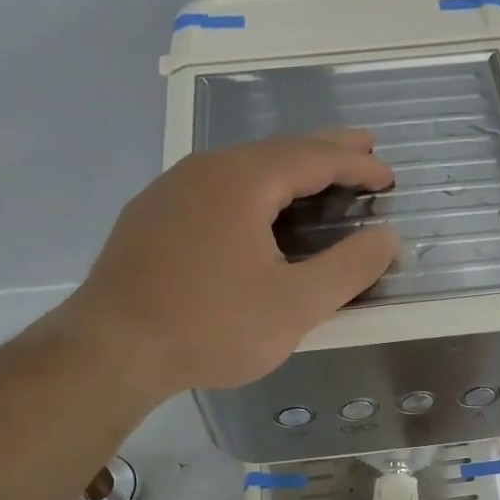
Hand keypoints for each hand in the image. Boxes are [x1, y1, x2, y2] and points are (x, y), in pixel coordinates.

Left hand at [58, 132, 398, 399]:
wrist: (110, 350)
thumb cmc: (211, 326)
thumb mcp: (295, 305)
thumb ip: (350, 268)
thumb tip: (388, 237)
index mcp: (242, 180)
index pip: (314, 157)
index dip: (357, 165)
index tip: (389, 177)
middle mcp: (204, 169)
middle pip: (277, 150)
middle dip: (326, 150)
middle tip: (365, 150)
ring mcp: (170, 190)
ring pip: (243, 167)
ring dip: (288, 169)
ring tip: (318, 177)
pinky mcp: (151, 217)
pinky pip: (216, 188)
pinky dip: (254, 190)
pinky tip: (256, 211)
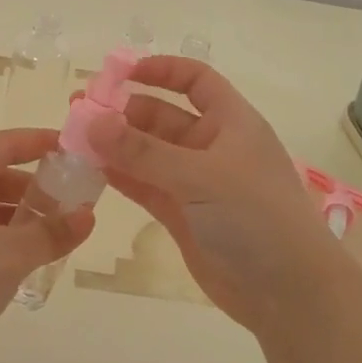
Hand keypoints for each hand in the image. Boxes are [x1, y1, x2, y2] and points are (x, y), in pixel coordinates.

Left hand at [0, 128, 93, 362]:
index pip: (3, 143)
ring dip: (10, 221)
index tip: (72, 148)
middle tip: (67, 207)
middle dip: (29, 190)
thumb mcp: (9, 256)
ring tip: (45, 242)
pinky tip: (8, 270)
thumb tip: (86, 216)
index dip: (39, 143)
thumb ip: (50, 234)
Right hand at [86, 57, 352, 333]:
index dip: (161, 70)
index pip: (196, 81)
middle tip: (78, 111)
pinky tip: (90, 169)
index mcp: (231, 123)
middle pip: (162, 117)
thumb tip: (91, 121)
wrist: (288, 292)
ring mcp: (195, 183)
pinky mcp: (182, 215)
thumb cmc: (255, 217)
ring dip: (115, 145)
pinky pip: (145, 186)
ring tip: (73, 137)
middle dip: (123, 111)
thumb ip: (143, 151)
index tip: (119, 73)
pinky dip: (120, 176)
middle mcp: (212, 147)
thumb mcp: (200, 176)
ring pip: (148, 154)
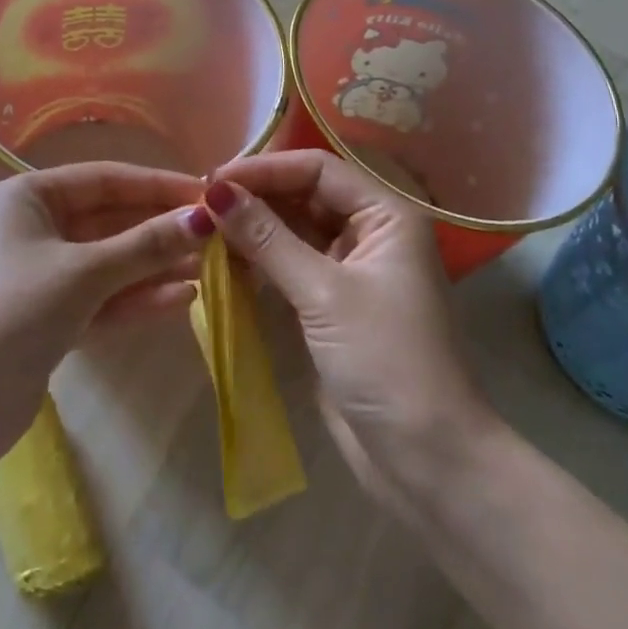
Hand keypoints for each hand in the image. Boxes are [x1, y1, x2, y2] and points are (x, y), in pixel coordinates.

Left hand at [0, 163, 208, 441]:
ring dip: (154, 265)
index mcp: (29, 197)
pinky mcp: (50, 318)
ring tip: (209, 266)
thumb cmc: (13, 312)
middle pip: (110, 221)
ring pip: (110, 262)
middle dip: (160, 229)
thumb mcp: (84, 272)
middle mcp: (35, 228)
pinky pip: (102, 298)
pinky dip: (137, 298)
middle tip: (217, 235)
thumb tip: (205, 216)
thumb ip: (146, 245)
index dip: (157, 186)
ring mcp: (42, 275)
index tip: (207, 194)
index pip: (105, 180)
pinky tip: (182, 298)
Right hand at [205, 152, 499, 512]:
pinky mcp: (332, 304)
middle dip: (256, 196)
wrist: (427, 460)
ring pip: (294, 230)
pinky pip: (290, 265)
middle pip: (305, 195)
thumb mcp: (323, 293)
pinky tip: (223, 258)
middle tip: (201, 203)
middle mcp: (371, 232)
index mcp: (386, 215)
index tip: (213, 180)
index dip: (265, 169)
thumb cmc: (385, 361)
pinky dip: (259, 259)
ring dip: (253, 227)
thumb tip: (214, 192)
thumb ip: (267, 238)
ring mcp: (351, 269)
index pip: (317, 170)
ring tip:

**Action item**
In the copy, include no pictures, but repeat the listing exactly.

**Exercise answer**
Hand keypoints for each hand in the image. Boxes are [x1, y1, x2, y2] and points are (x, y), in pixel coordinates.

Left hand at [58, 132, 398, 399]:
wrist: (110, 350)
thumb cmc: (211, 326)
thumb mcp: (295, 305)
thumb ip: (350, 268)
thumb tip: (388, 237)
index mcp: (242, 180)
index pip: (314, 157)
index dip: (357, 165)
index tip: (389, 177)
middle mcp: (204, 169)
middle pip: (277, 150)
middle dip: (326, 150)
middle tip: (365, 150)
ring mcp: (170, 190)
ring pip: (243, 167)
ring dip: (288, 169)
ring tip: (318, 177)
pinky mcp: (151, 217)
pinky pip: (216, 188)
pinky dip: (254, 190)
pinky tip: (256, 211)
Hand keypoints for each hand in the image. Boxes are [x1, y1, x2, y2] and points are (x, y), in pixel coordinates.

Left hand at [0, 128, 93, 362]:
index pip: (3, 143)
ring dip: (10, 221)
index tip: (72, 148)
middle tip: (67, 207)
middle dip: (29, 190)
thumb mcp: (9, 256)
ring tip: (45, 242)
pinky tip: (8, 270)
thumb tip: (86, 216)
index dip: (39, 143)
thumb ip: (50, 234)
Right hand at [86, 57, 352, 333]:
index dip: (161, 70)
index pip: (196, 81)
middle tip: (78, 111)
pinky tip: (90, 169)
index mcp: (231, 123)
middle pip: (162, 117)
thumb tip: (91, 121)
wrist: (288, 292)
ring mcp: (195, 183)
pinky mcp: (182, 215)
thumb cmc: (255, 217)
ring dip: (115, 145)
pinky pip: (145, 186)
ring tip: (73, 137)
middle dip: (123, 111)
thumb ip: (143, 151)
index tip: (119, 73)
pinky dip: (120, 176)
middle mcp: (212, 147)
thumb mcp: (200, 176)
ring pip: (148, 154)
Hand keypoints for each hand in the image. Boxes are [x1, y1, x2, y2] and points are (x, y), in pixel coordinates.

Left hand at [0, 163, 208, 441]:
ring dip: (154, 265)
index mcp: (29, 197)
pinky mcp: (50, 318)
ring tip: (209, 266)
thumb cmc: (13, 312)
middle pip: (110, 221)
ring pip: (110, 262)
middle dip: (160, 229)
thumb mcp: (84, 272)
middle mcp: (35, 228)
pinky pip: (102, 298)
pinky dip: (137, 298)
middle tip: (217, 235)
thumb tip: (205, 216)
thumb ip: (146, 245)
index dip: (157, 186)
ring mcp: (42, 275)
index tip: (207, 194)
index pip: (105, 180)
pinky tip: (182, 298)
Right hand at [205, 152, 499, 512]:
pinky mcp: (332, 304)
middle dip: (256, 196)
wrist: (427, 460)
ring pip: (294, 230)
pinky pip: (290, 265)
middle pip: (305, 195)
thumb mcp: (323, 293)
pinky tip: (223, 258)
middle tip: (201, 203)
middle mcp: (371, 232)
index mcp: (386, 215)
index tip: (213, 180)
index dip: (265, 169)
thumb cmc: (385, 361)
pinky dip: (259, 259)
ring dip: (253, 227)
thumb tip: (214, 192)
thumb ip: (267, 238)
ring mcp: (351, 269)
index pip: (317, 170)
ring tip:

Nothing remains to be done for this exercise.